Friday Buzz: BlackBerry’s Plan to Stay Alive
The struggling mobile device maker's CEO, John Chen, says the company will redouble its enterprise efforts in the years to come. Also: why "Friends" is actually a wellspring of association advice. Really.
Does BlackBerry still have some life in it?
The mobile device maker, which has struggled in recent years as Android and iPhone have usurped its former position in the enterprise, says it’s ready to redouble its focus on business consumers—and take a step back from its consumer-market plays.

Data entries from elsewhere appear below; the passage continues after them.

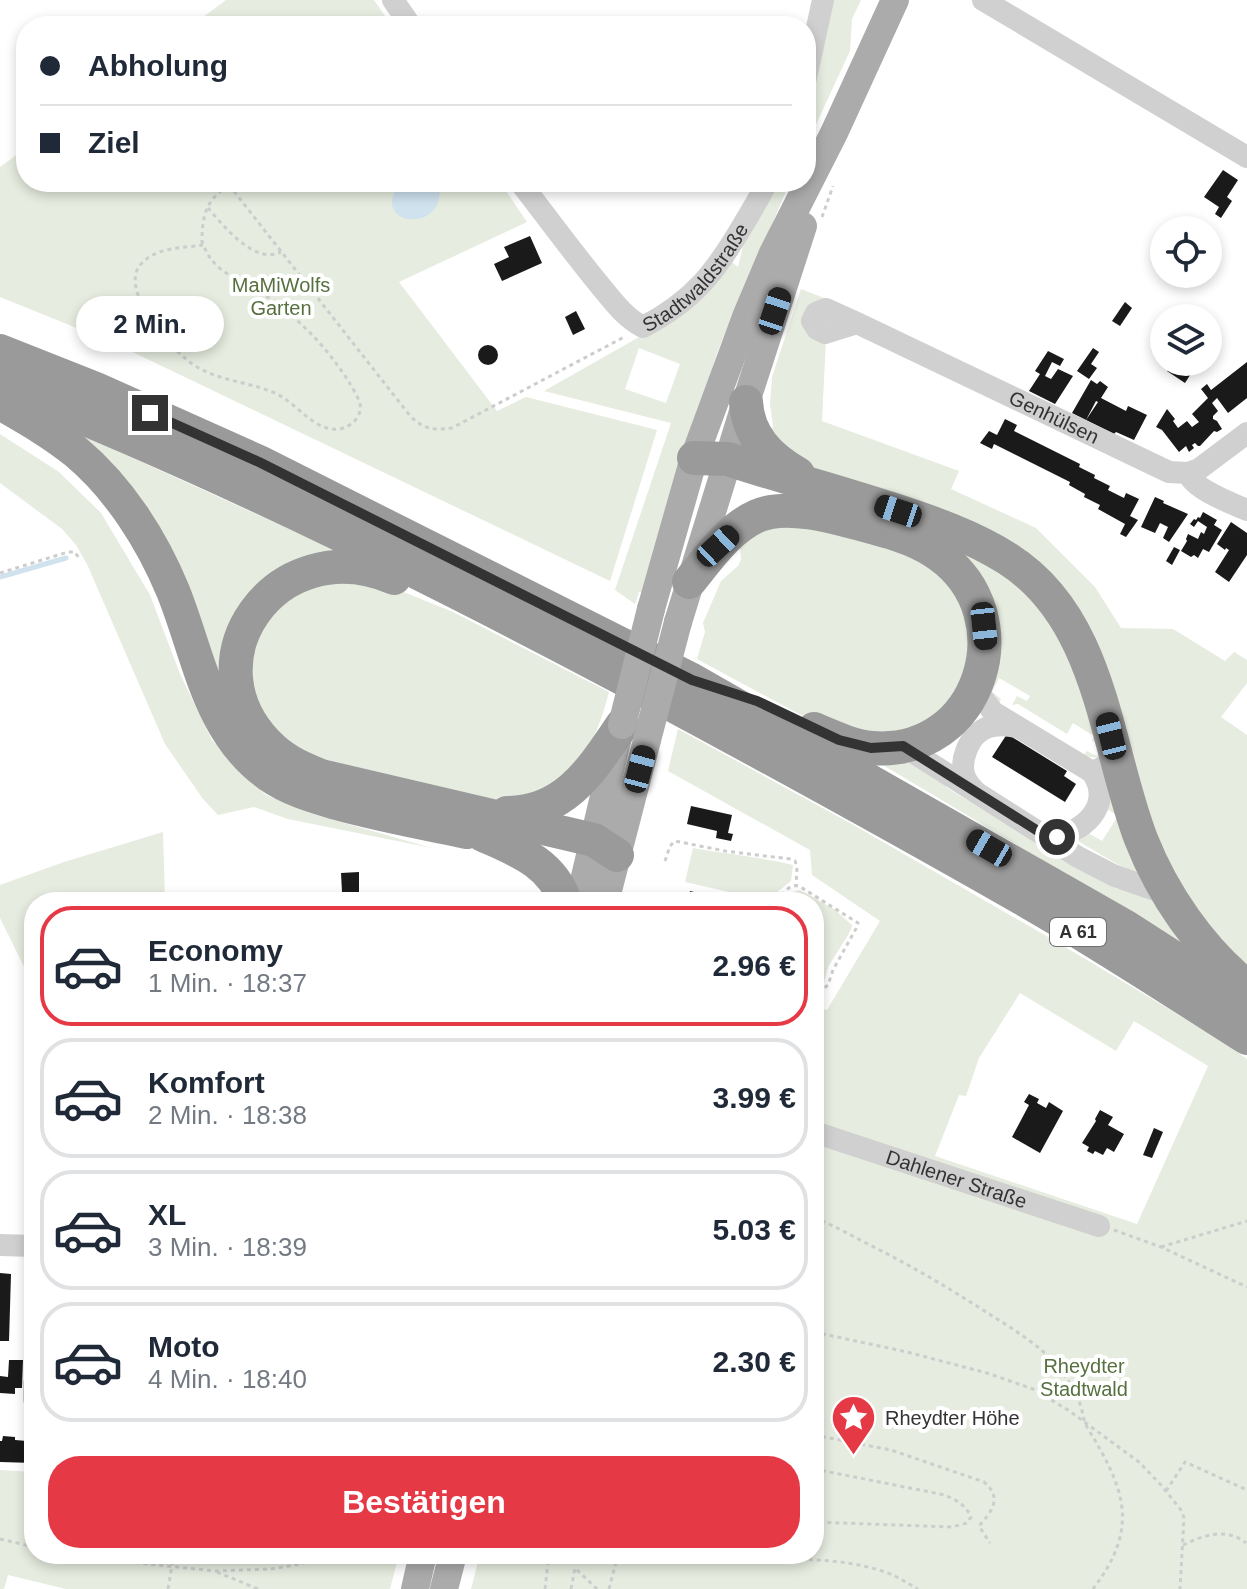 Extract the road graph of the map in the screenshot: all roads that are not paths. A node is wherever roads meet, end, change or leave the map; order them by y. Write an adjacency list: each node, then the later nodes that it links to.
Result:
1 (823, 0): 4 (street)
2 (895, 0): 5 (main road)
3 (983, 0): 6 (street)
4 (816, 32)
5 (834, 133): 7 (main road); 8 (main road)
6 (1247, 157)
7 (816, 168)
8 (816, 188)
9 (528, 192): 10 (street, Stadtwaldstraße)
10 (761, 192)
11 (804, 192): 19 (main road)
12 (815, 192): 16 (main road)
13 (857, 323): 21 (street, Genhülsen)
14 (0, 351): 27 (highway, A 61)
15 (0, 384): 26 (highway, A 61)
16 (746, 402): 20 (main road); 22 (highway)
17 (0, 403): 34 (highway)
18 (1247, 433): 21 (street)
19 (694, 458): 20 (highway); 30 (main road, bridge)
20 (725, 468): 22 (highway); 24 (highway); 25 (main road)
21 (1188, 473): 23 (street)
22 (846, 494): 32 (highway)
23 (1247, 510)
24 (886, 531): 25 (highway); 28 (highway)
25 (689, 582): 30 (main road, bridge)
26 (560, 645): 34 (highway); 43 (highway, A 61)
27 (692, 680): 31 (highway); 42 (highway, A 61)
28 (976, 689): 29 (street); 31 (highway)
29 (1017, 727): 32 (street); 33 (street)
30 (634, 732): 34 (highway); 36 (main road)
31 (903, 746): 33 (street)
32 (1105, 766): 35 (street); 40 (highway)
33 (977, 793): 35 (street)
34 (485, 824): 36 (highway); 37 (highway)
35 (1049, 838): 40 (street)
36 (600, 851): 38 (main road); 39 (main road)
37 (561, 892)
38 (583, 892)
39 (604, 892)
40 (1170, 895): 41 (highway)
41 (1247, 987)
42 (1247, 1005)
43 (1247, 1038)
44 (824, 1135): 45 (street, Dahlener Straße)
45 (1099, 1226)
46 (0, 1245): 47 (street)
47 (24, 1246)
48 (421, 1564): 50 (main road)
49 (450, 1564): 51 (main road)
50 (415, 1589)
51 (444, 1589)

“We’re going back to our enterprise roots,” BlackBerry CEO John Chen said at the Code Conference this week. “I don’t really want to comment on past management decisions, but we cast our net a little too broad. At the same time, we haven’t really added value to the enterprise space.”
The company, which has been dogged by rumors of a potential shutdown or selloff in the past year, promises an effort to make things work. Chen says part of that is to expand its offerings beyond devices—and work with the BYOD trend, rather than against it.
Will BlackBerry survive? A while back, Chen gave the company a 50-50 chance. Now he says it’s closer to 80-20.
Lessons from “Friends”
Can't Beat the Classics: Lessons on association management from the TV show Friends http://t.co/iTq2Hikcuc via @Partners_AMC #assnchat— Incline Marketing (@InclineMktg) May 29, 2014
No one told you life was gonna be this way. But that doesn’t mean your association has to be stuck in second gear.
Over at Partners Preceptors, Lauren Millard highlights how one of her favorite shows—the 1990s sitcom stalwart “Friends”—actually has proved relevant to her career as an association exec.
“It does not matter how many times I watch it, it always makes me laugh. I quote it on a regular basis, causing myself to crack up laughing,” she writes. “What I didn’t know was that reflecting on past episodes of ‘Friends’ would completely relate to association management and careers in general.”
Among the points she highlights: You shouldn’t be afraid to start over when something’s going wrong, a lesson the characters learn repeatedly throughout the series.
“Sometimes when there is already a process in place it helps you figure out where the issues are,” Millard says. “It helps knowing what exactly needs to be fixed.”
Who knew an old-school sitcom could offer such useful advice?
Other Good Reads
“Budget what can really be done, not what you ‘hope’ really will be done.” David M. Patt dumps a bucket of cold water on optimistic budgeting practices.
What keeps nonprofit pros up at night? This Network for Good poll has a not-so-surprising result.
iPhone users may want to keep abreast of a recent spate of “ransomware” hitting Australian iCloud users. Gizmodo has the scoop.
Want to see an example of a corporate culture that isn’t afraid of experimenting in the name of potential success? Take a gander at how Taco Bell does it over at Bloomberg Businessweek.